◆ **Records provided**:
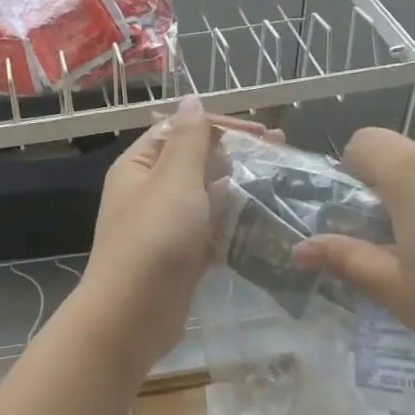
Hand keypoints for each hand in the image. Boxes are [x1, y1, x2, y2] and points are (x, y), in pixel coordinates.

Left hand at [80, 100, 265, 367]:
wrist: (132, 315)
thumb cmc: (154, 239)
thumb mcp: (174, 179)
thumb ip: (189, 139)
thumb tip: (191, 99)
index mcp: (140, 166)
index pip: (182, 130)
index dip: (222, 127)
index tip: (265, 135)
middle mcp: (149, 192)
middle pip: (196, 163)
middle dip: (236, 157)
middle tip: (282, 155)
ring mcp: (166, 227)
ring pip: (206, 198)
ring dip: (238, 190)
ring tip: (280, 185)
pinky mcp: (181, 257)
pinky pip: (210, 232)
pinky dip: (232, 225)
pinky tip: (262, 222)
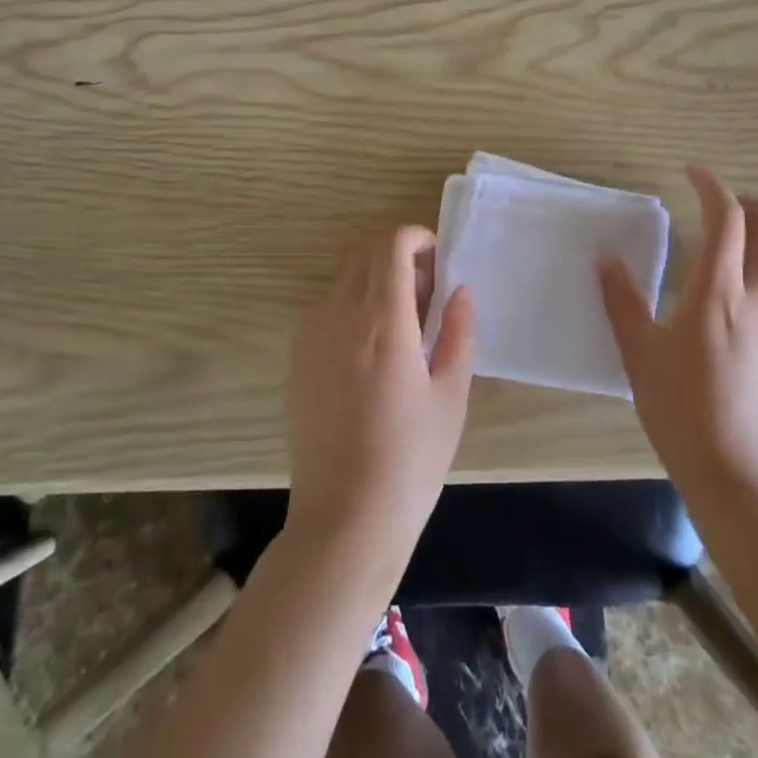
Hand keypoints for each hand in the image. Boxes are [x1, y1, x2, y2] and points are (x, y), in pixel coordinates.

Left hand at [285, 227, 475, 580]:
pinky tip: (369, 352)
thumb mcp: (451, 396)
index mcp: (383, 321)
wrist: (344, 520)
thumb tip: (461, 289)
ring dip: (373, 280)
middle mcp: (339, 316)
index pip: (391, 244)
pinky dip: (350, 306)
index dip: (416, 237)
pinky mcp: (296, 359)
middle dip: (397, 256)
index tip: (437, 261)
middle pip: (364, 252)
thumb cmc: (410, 460)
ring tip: (399, 326)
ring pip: (343, 278)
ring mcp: (310, 336)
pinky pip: (324, 308)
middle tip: (424, 295)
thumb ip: (458, 332)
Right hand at [600, 166, 757, 504]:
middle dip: (750, 204)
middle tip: (719, 209)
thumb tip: (605, 259)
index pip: (728, 218)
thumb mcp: (639, 353)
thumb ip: (621, 300)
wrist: (736, 472)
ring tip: (744, 237)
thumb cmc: (679, 409)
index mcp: (717, 292)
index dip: (712, 186)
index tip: (692, 174)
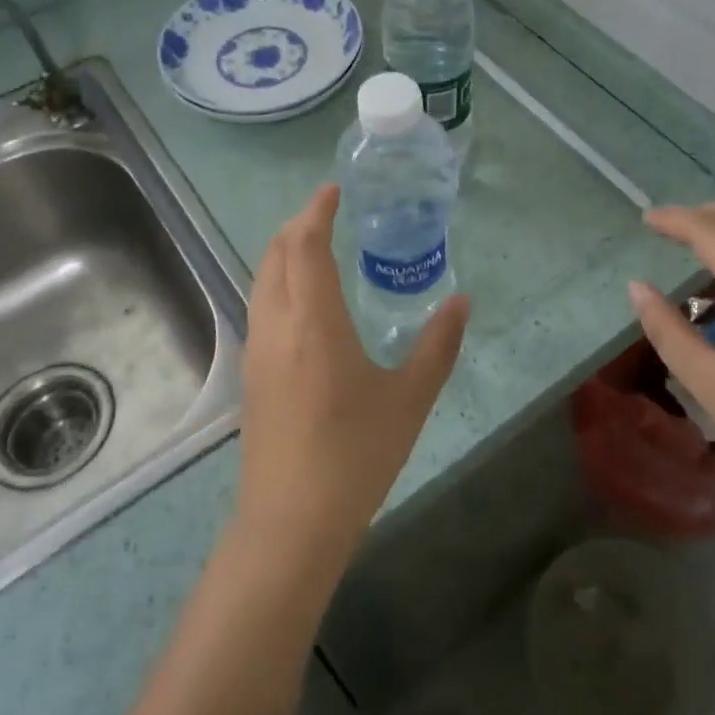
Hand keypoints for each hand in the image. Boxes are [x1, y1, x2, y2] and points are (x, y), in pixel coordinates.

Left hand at [235, 184, 470, 576]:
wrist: (291, 524)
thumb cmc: (356, 455)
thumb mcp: (410, 398)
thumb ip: (439, 345)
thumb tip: (461, 301)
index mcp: (314, 322)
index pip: (305, 246)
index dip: (316, 211)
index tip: (333, 190)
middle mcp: (277, 326)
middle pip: (276, 256)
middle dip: (298, 225)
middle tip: (328, 213)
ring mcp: (258, 351)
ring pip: (262, 281)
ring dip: (285, 253)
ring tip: (316, 247)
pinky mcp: (252, 376)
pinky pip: (262, 306)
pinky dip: (279, 282)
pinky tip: (306, 302)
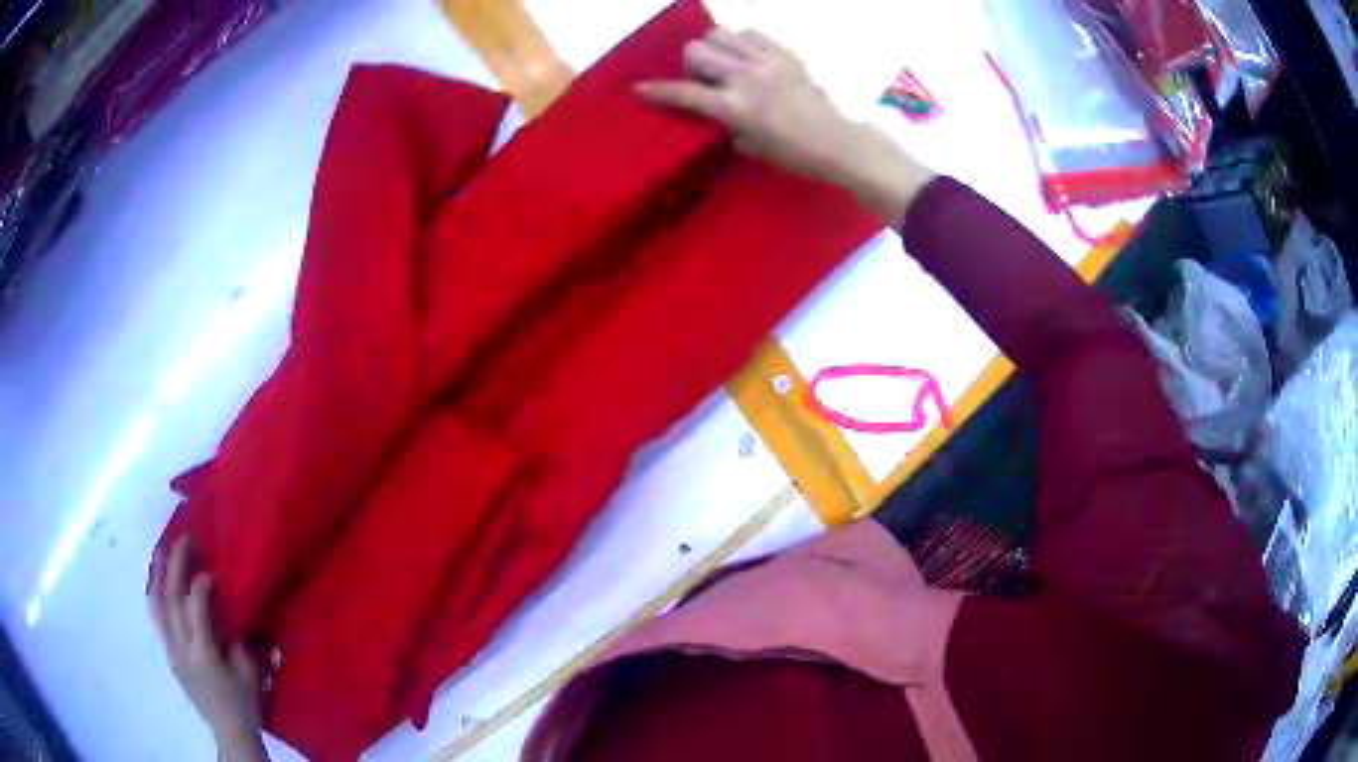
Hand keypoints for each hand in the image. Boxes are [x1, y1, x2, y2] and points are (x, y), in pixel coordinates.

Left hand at [150, 538, 265, 757]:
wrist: (230, 733)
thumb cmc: (244, 704)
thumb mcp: (248, 673)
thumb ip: (234, 640)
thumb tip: (225, 614)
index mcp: (203, 654)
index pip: (194, 608)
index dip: (201, 585)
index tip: (212, 572)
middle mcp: (182, 648)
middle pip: (172, 600)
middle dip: (176, 566)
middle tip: (184, 541)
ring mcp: (172, 651)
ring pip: (158, 606)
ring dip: (160, 576)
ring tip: (163, 550)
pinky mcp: (170, 655)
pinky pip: (158, 619)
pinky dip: (156, 596)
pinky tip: (158, 582)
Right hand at [636, 28, 933, 223]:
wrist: (838, 142)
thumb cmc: (793, 154)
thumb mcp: (750, 146)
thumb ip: (725, 122)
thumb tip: (711, 107)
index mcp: (735, 108)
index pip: (685, 92)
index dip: (658, 90)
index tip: (640, 88)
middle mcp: (746, 78)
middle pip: (696, 50)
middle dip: (690, 64)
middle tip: (702, 78)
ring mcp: (767, 61)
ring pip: (720, 33)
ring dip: (713, 46)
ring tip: (724, 62)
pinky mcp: (786, 53)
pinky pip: (751, 32)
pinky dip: (741, 41)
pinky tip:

◆ **What you are asked to do**:
All pictures are to be dropped, and the records above returned exactly.

◆ **Output for this exercise**:
Hand keypoints for each hand in the image. Boxes are [x1, y1, x2, y2] and points are (x, y), in pixel coordinates.

Left hand at [80, 100, 265, 367]:
wrist: (132, 315)
thumb cmc: (154, 239)
thumb mcp: (174, 179)
thumb ip: (189, 139)
thumb tip: (191, 99)
index mcp: (140, 166)
index pip: (182, 130)
index dip: (222, 127)
index tip: (265, 135)
middle mcp: (149, 192)
middle pip: (196, 163)
middle dip: (236, 157)
middle tip: (282, 155)
ring mcp: (166, 227)
ring pip: (206, 198)
ring dip: (238, 190)
ring tip: (280, 185)
pinky mcp: (181, 257)
pinky pip: (210, 232)
pinky dip: (232, 225)
pinky tip: (262, 222)
Hand keypoints for each hand in the image. Boxes are [x1, y1, x2, y2] and points are (x, y), in pixel coordinates.

Left hand at [285, 227, 475, 580]:
pinky tip: (369, 352)
thumb mcp: (451, 396)
index mcp: (383, 321)
wrist: (344, 520)
thumb tip: (461, 289)
ring dip: (373, 280)
middle mcp: (339, 316)
index pip: (391, 244)
pinky dip: (350, 306)
index dip: (416, 237)
pinky mcp: (296, 359)
middle dip: (397, 256)
index tip: (437, 261)
middle pip: (364, 252)
thumb cmc: (410, 460)
ring tip: (399, 326)
ring pip: (343, 278)
ring mcp: (310, 336)
pinky pip: (324, 308)
middle tip: (424, 295)
thumb ip: (458, 332)
Right hand at [600, 166, 757, 504]:
middle dip: (750, 204)
middle tip: (719, 209)
thumb tip: (605, 259)
index pip: (728, 218)
thumb mcp: (639, 353)
thumb ip: (621, 300)
wrist: (736, 472)
ring tip: (744, 237)
thumb cmc: (679, 409)
index mcp: (717, 292)
index dip: (712, 186)
index tip: (692, 174)
Hand keypoints for each hand in the image. Boxes are [x1, y1, x2, y2] and points are (x, y), in pixel coordinates.

Left hand at [235, 184, 470, 576]:
wrist: (291, 524)
thumb cmc: (356, 455)
thumb mcp: (410, 398)
thumb ip: (439, 345)
thumb tip: (461, 301)
index mcp: (314, 322)
index pip: (305, 246)
index dip: (316, 211)
index tip: (333, 190)
middle mcp: (277, 326)
middle pip: (276, 256)
middle dip: (298, 225)
middle tip: (328, 213)
ring mcp: (258, 351)
ring pip: (262, 281)
ring dip: (285, 253)
ring tip: (316, 247)
pinky mcp: (252, 376)
pinky pip: (262, 306)
pinky dip: (279, 282)
pinky tip: (306, 302)
Hand keypoints for each hand in the image. Boxes are [x1, y1, x2, y2] and points are (x, y), in pixel coordinates.

Left hand at [150, 538, 265, 757]:
wrist: (230, 733)
thumb cmc: (244, 704)
thumb mcp: (248, 673)
thumb ip: (234, 640)
thumb tip: (225, 614)
index mcp: (203, 654)
index pip: (194, 608)
index dip: (201, 585)
index tip: (212, 572)
middle mcp: (182, 648)
middle pip: (172, 600)
middle dip: (176, 566)
middle tip: (184, 541)
ring mcp: (172, 651)
ring pip: (158, 606)
ring dip: (160, 576)
ring tip: (163, 550)
pinky mcp: (170, 655)
pinky pip: (158, 619)
pinky dip: (156, 596)
pinky tip: (158, 582)
Right hand at [636, 28, 933, 223]:
wrist: (838, 142)
thumb cmc: (793, 154)
thumb mcp: (750, 146)
thumb ip: (725, 122)
thumb tip: (711, 107)
index mcp: (735, 108)
index pip: (685, 92)
index dip: (658, 90)
index tip: (640, 88)
middle mcp: (746, 78)
middle pip: (696, 50)
middle dip: (690, 64)
middle tip: (702, 78)
ring mcp: (767, 61)
ring pip: (720, 33)
ring dip: (713, 46)
ring tip: (724, 62)
pinky mcp: (786, 53)
pinky pip: (751, 32)
pinky dip: (741, 41)
pinky tip:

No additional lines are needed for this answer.